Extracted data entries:
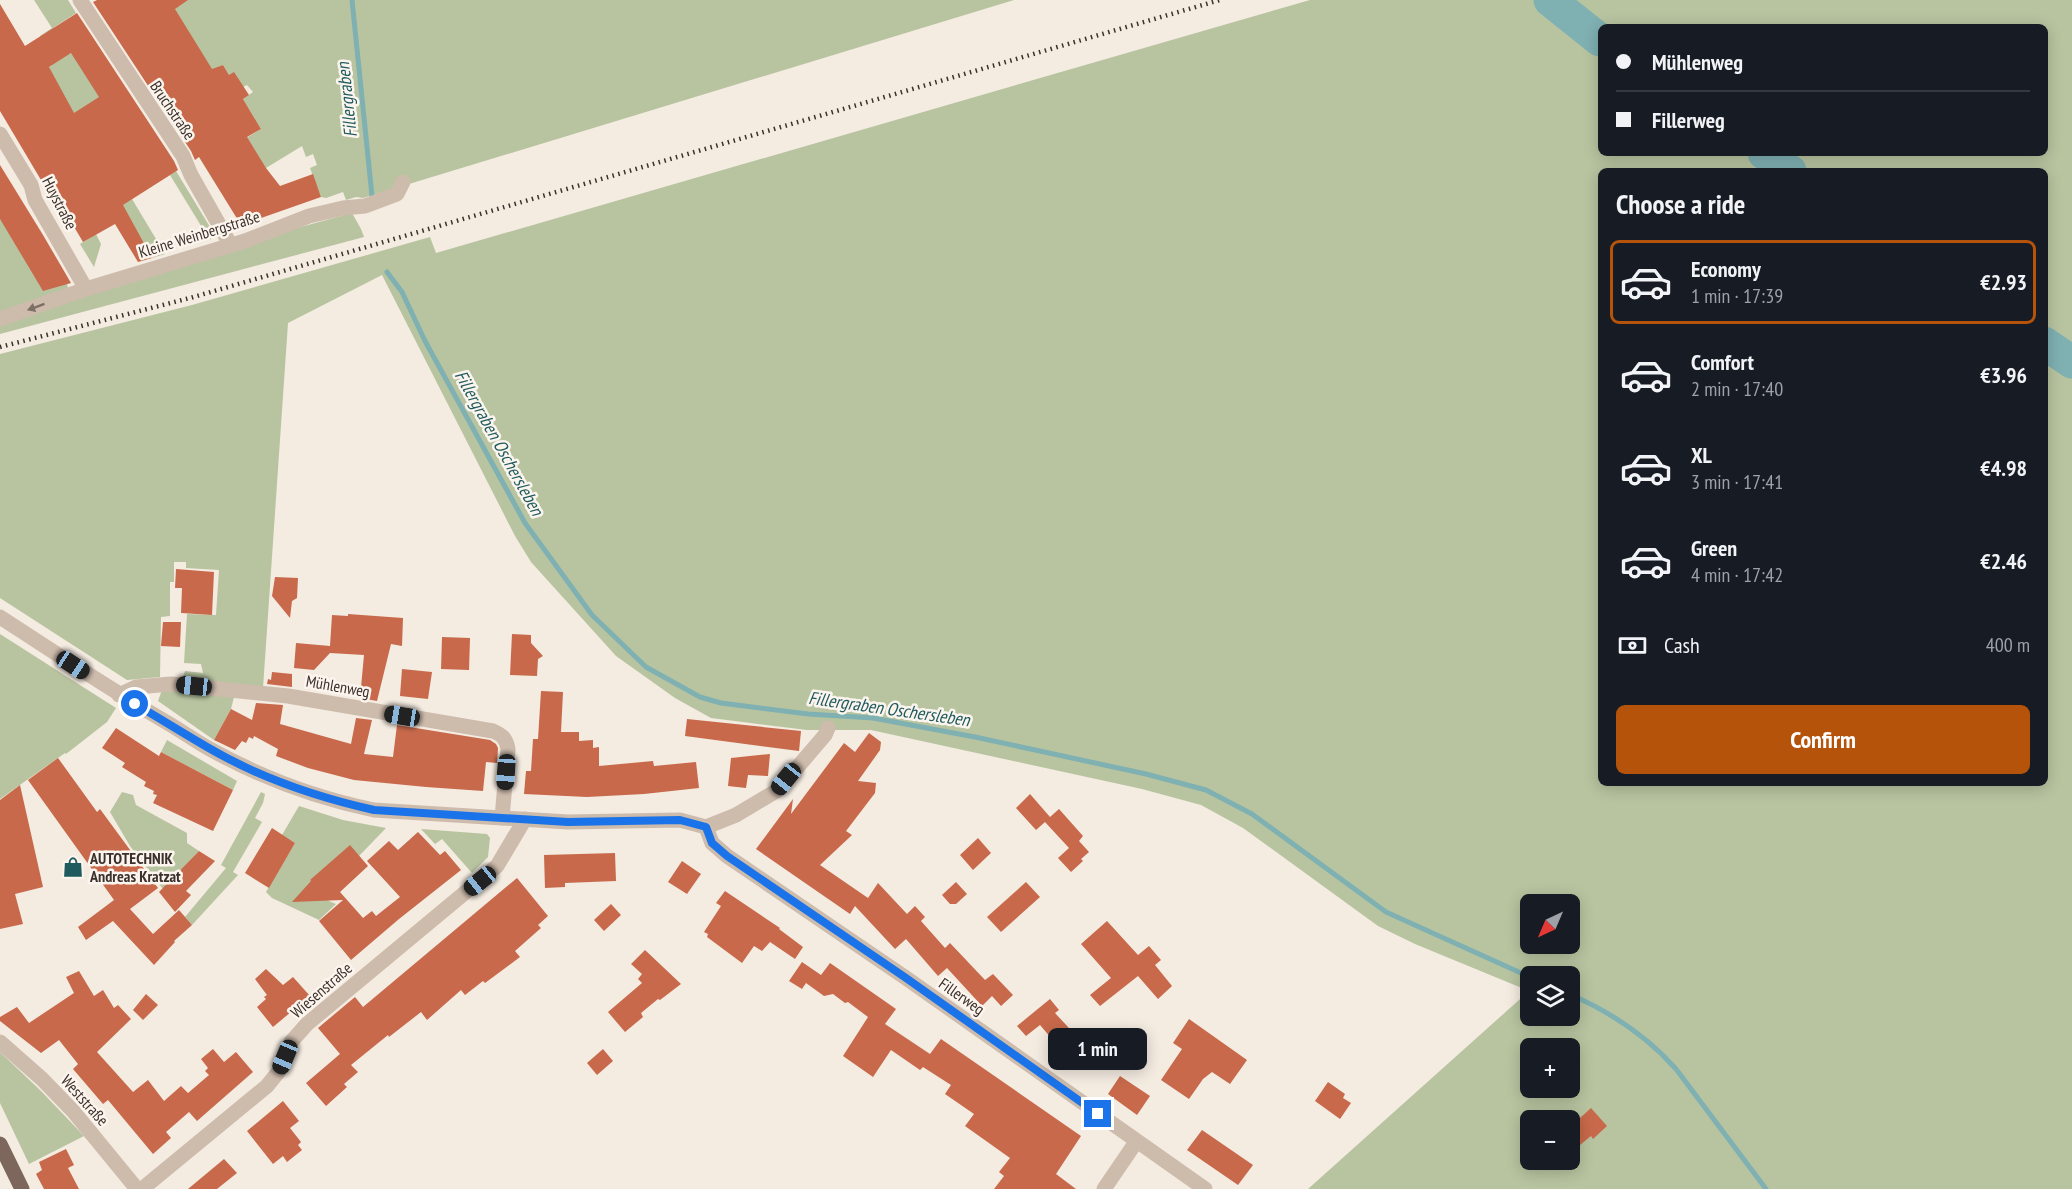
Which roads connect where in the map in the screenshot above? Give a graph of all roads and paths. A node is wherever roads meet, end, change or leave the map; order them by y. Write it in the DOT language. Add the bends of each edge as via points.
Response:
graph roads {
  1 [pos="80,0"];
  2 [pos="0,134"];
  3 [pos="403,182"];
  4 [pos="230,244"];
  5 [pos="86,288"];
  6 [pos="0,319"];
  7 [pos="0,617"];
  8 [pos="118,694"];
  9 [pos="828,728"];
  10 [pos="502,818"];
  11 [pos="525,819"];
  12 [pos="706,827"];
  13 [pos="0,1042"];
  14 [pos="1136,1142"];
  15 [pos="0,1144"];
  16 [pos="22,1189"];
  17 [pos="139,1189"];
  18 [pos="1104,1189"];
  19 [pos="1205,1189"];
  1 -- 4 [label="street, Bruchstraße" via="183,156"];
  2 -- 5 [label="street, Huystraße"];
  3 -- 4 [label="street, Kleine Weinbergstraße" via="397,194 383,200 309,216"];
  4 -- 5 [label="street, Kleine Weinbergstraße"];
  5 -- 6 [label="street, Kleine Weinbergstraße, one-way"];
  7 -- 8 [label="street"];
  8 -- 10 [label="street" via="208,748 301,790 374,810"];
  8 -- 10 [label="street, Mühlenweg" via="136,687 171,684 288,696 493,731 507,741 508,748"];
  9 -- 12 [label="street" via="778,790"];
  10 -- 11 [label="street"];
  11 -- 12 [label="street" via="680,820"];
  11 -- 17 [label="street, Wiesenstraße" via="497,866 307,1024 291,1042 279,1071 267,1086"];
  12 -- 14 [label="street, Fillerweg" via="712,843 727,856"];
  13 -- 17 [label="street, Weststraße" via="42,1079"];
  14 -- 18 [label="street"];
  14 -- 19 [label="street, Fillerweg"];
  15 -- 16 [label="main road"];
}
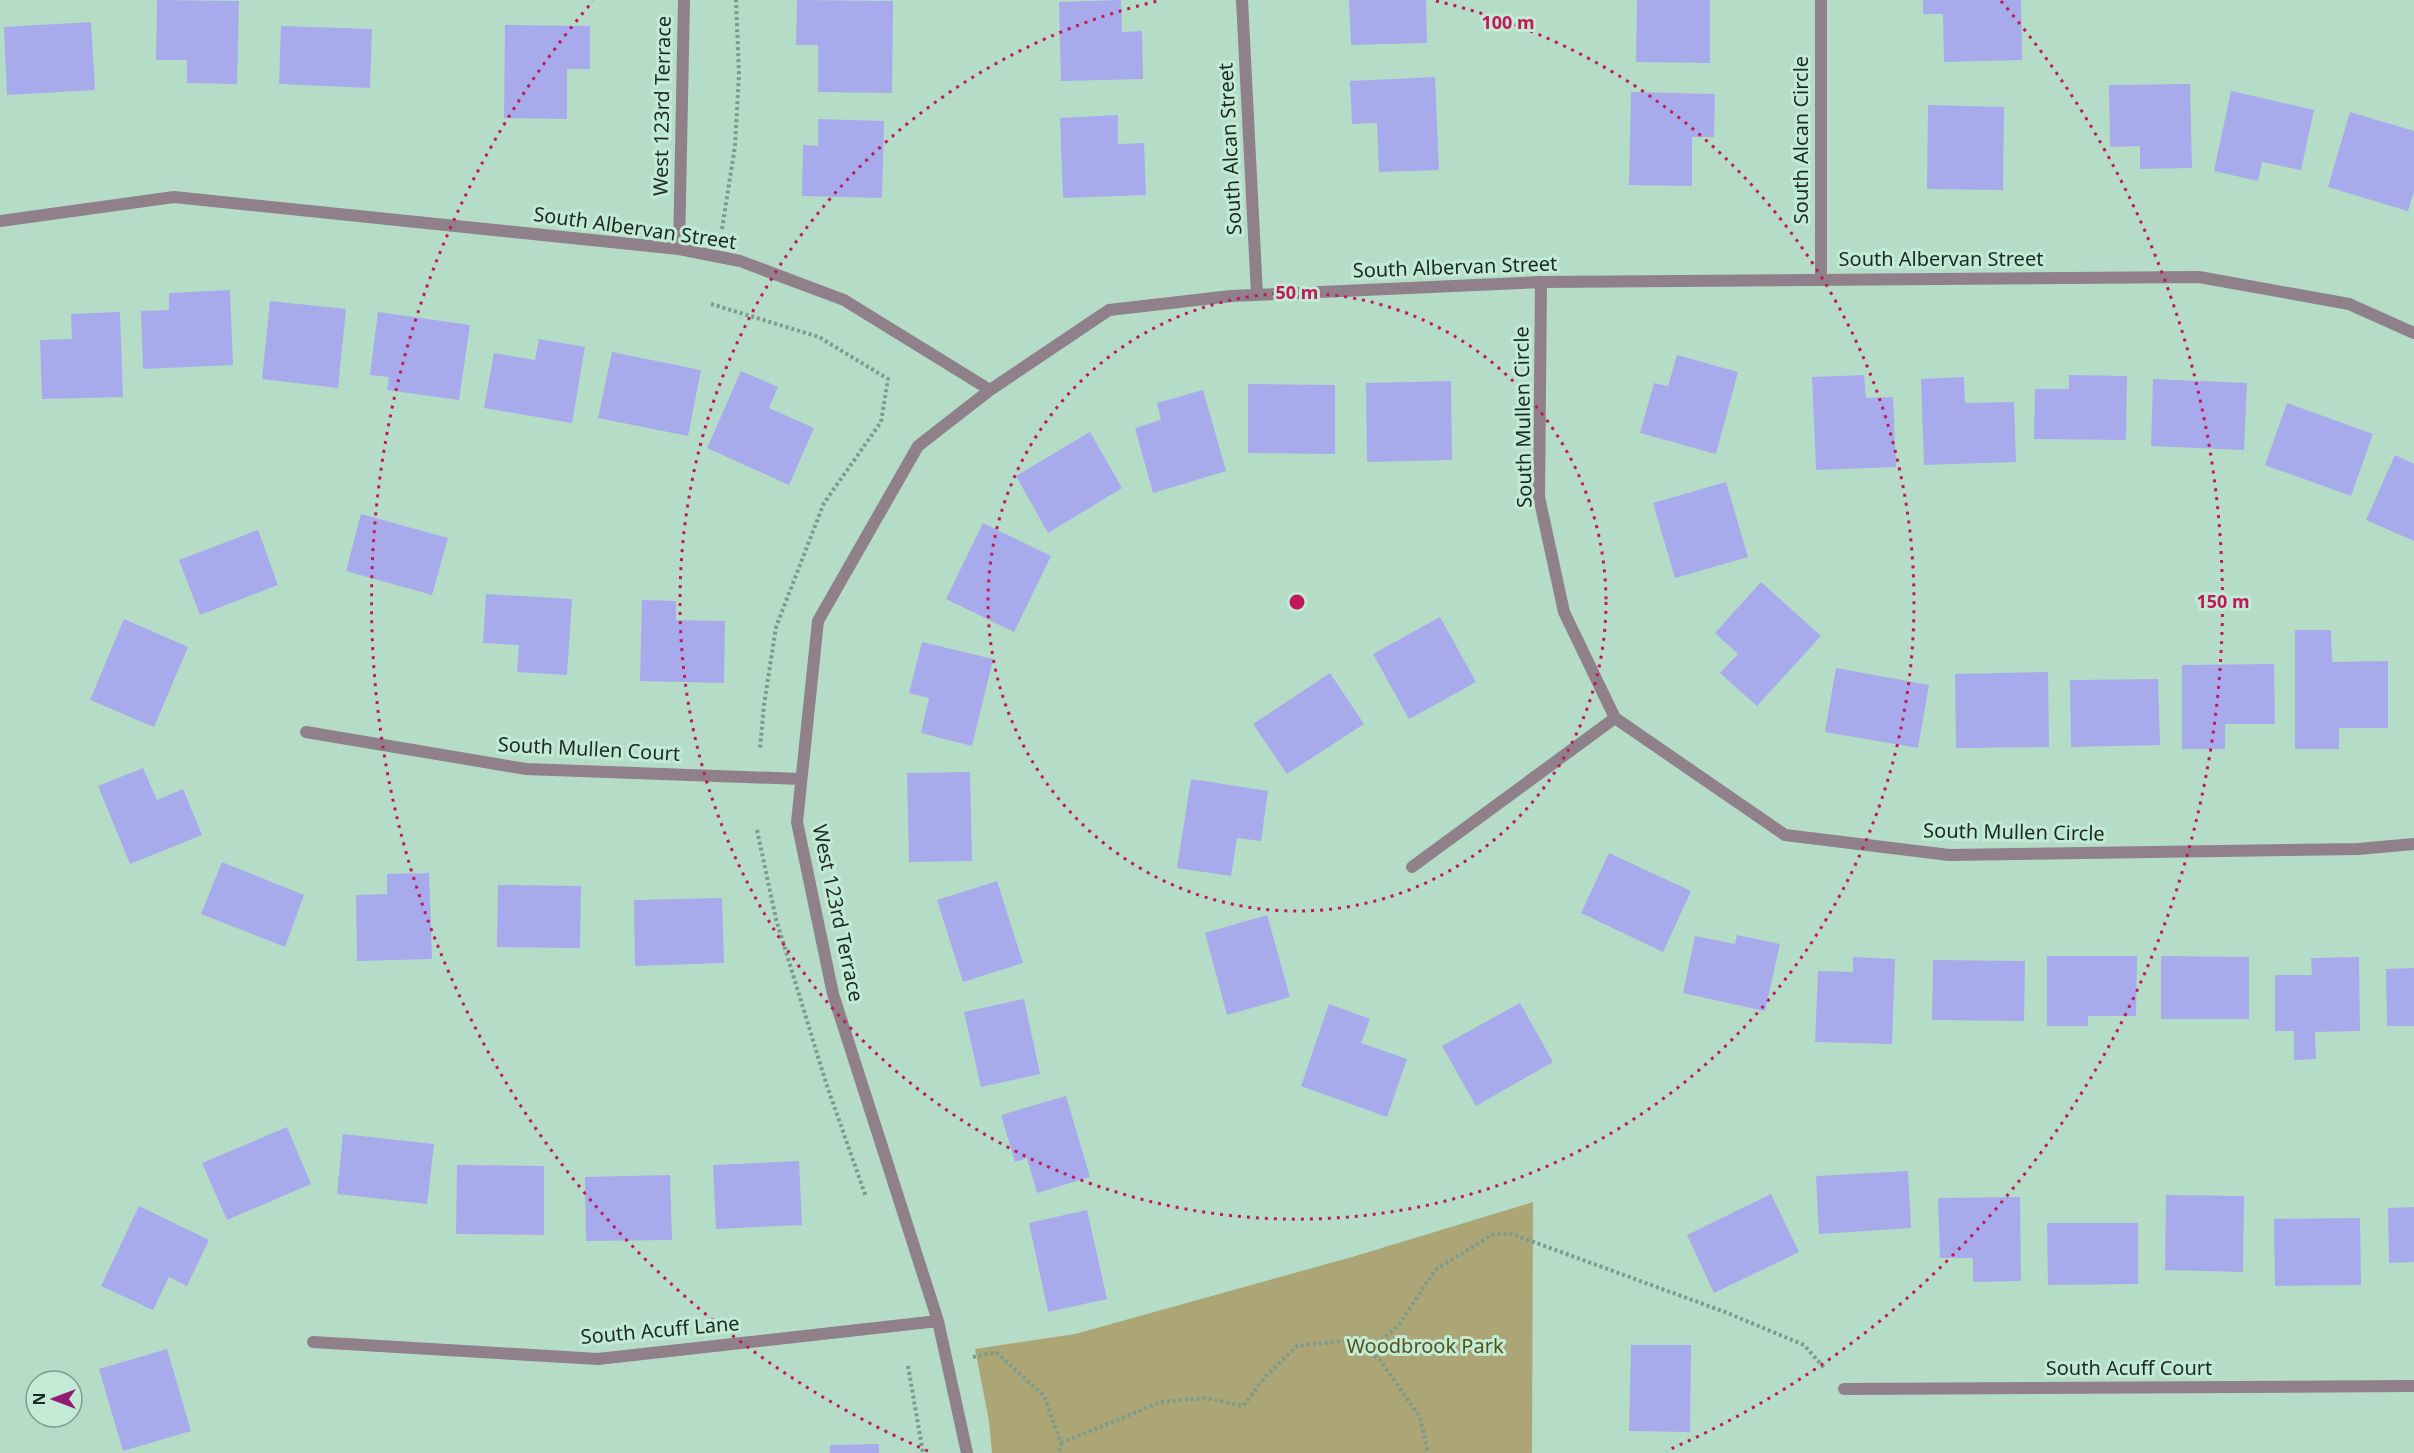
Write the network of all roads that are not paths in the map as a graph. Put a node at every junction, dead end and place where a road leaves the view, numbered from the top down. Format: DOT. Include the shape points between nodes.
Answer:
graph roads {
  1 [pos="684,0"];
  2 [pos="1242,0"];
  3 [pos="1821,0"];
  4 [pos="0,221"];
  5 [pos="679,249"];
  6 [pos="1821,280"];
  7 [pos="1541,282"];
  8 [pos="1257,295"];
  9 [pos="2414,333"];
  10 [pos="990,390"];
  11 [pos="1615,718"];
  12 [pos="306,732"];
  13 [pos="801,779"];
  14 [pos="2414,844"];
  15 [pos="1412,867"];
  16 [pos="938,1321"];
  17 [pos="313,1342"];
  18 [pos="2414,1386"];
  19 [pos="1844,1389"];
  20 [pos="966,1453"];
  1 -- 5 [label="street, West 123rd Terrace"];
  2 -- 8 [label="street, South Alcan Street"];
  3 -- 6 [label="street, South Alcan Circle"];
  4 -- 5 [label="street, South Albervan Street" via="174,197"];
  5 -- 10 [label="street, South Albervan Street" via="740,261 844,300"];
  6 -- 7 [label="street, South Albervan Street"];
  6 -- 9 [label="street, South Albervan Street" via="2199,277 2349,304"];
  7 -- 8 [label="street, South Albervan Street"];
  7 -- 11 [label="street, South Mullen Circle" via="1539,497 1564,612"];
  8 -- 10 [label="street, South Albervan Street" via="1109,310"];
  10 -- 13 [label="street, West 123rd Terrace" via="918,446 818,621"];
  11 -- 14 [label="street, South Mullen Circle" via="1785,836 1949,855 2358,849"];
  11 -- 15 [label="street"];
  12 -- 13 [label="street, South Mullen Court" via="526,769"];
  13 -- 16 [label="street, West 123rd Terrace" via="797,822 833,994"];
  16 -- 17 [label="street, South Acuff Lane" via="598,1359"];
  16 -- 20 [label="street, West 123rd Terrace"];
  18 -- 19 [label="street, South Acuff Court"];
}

▶ **EXERCISE REQUIREMENTS**:
Repeat each line of the records above exactly, but do not copy the pictures.

▶ **YOUR SOLUTION**:
Which roads connect where in the map in the screenshot above? Give a graph of all roads and paths. A node is wherever roads meet, end, change or leave the map; order them by y. Write it in the DOT language. Add the bends of each edge as via points.
Response:
graph roads {
  1 [pos="80,0"];
  2 [pos="0,134"];
  3 [pos="403,182"];
  4 [pos="230,244"];
  5 [pos="86,288"];
  6 [pos="0,319"];
  7 [pos="0,617"];
  8 [pos="118,694"];
  9 [pos="828,728"];
  10 [pos="502,818"];
  11 [pos="525,819"];
  12 [pos="706,827"];
  13 [pos="0,1042"];
  14 [pos="1136,1142"];
  15 [pos="0,1144"];
  16 [pos="22,1189"];
  17 [pos="139,1189"];
  18 [pos="1104,1189"];
  19 [pos="1205,1189"];
  1 -- 4 [label="street, Bruchstraße" via="183,156"];
  2 -- 5 [label="street, Huystraße"];
  3 -- 4 [label="street, Kleine Weinbergstraße" via="397,194 383,200 309,216"];
  4 -- 5 [label="street, Kleine Weinbergstraße"];
  5 -- 6 [label="street, Kleine Weinbergstraße, one-way"];
  7 -- 8 [label="street"];
  8 -- 10 [label="street" via="208,748 301,790 374,810"];
  8 -- 10 [label="street, Mühlenweg" via="136,687 171,684 288,696 493,731 507,741 508,748"];
  9 -- 12 [label="street" via="778,790"];
  10 -- 11 [label="street"];
  11 -- 12 [label="street" via="680,820"];
  11 -- 17 [label="street, Wiesenstraße" via="497,866 307,1024 291,1042 279,1071 267,1086"];
  12 -- 14 [label="street, Fillerweg" via="712,843 727,856"];
  13 -- 17 [label="street, Weststraße" via="42,1079"];
  14 -- 18 [label="street"];
  14 -- 19 [label="street, Fillerweg"];
  15 -- 16 [label="main road"];
}
Write the network of all roads that are not paths in the map as a graph. Put a node at every junction, dead end and place where a road leaves the view, numbered from the top down. Format: DOT. Include the shape points between nodes.
Answer:
graph roads {
  1 [pos="684,0"];
  2 [pos="1242,0"];
  3 [pos="1821,0"];
  4 [pos="0,221"];
  5 [pos="679,249"];
  6 [pos="1821,280"];
  7 [pos="1541,282"];
  8 [pos="1257,295"];
  9 [pos="2414,333"];
  10 [pos="990,390"];
  11 [pos="1615,718"];
  12 [pos="306,732"];
  13 [pos="801,779"];
  14 [pos="2414,844"];
  15 [pos="1412,867"];
  16 [pos="938,1321"];
  17 [pos="313,1342"];
  18 [pos="2414,1386"];
  19 [pos="1844,1389"];
  20 [pos="966,1453"];
  1 -- 5 [label="street, West 123rd Terrace"];
  2 -- 8 [label="street, South Alcan Street"];
  3 -- 6 [label="street, South Alcan Circle"];
  4 -- 5 [label="street, South Albervan Street" via="174,197"];
  5 -- 10 [label="street, South Albervan Street" via="740,261 844,300"];
  6 -- 7 [label="street, South Albervan Street"];
  6 -- 9 [label="street, South Albervan Street" via="2199,277 2349,304"];
  7 -- 8 [label="street, South Albervan Street"];
  7 -- 11 [label="street, South Mullen Circle" via="1539,497 1564,612"];
  8 -- 10 [label="street, South Albervan Street" via="1109,310"];
  10 -- 13 [label="street, West 123rd Terrace" via="918,446 818,621"];
  11 -- 14 [label="street, South Mullen Circle" via="1785,836 1949,855 2358,849"];
  11 -- 15 [label="street"];
  12 -- 13 [label="street, South Mullen Court" via="526,769"];
  13 -- 16 [label="street, West 123rd Terrace" via="797,822 833,994"];
  16 -- 17 [label="street, South Acuff Lane" via="598,1359"];
  16 -- 20 [label="street, West 123rd Terrace"];
  18 -- 19 [label="street, South Acuff Court"];
}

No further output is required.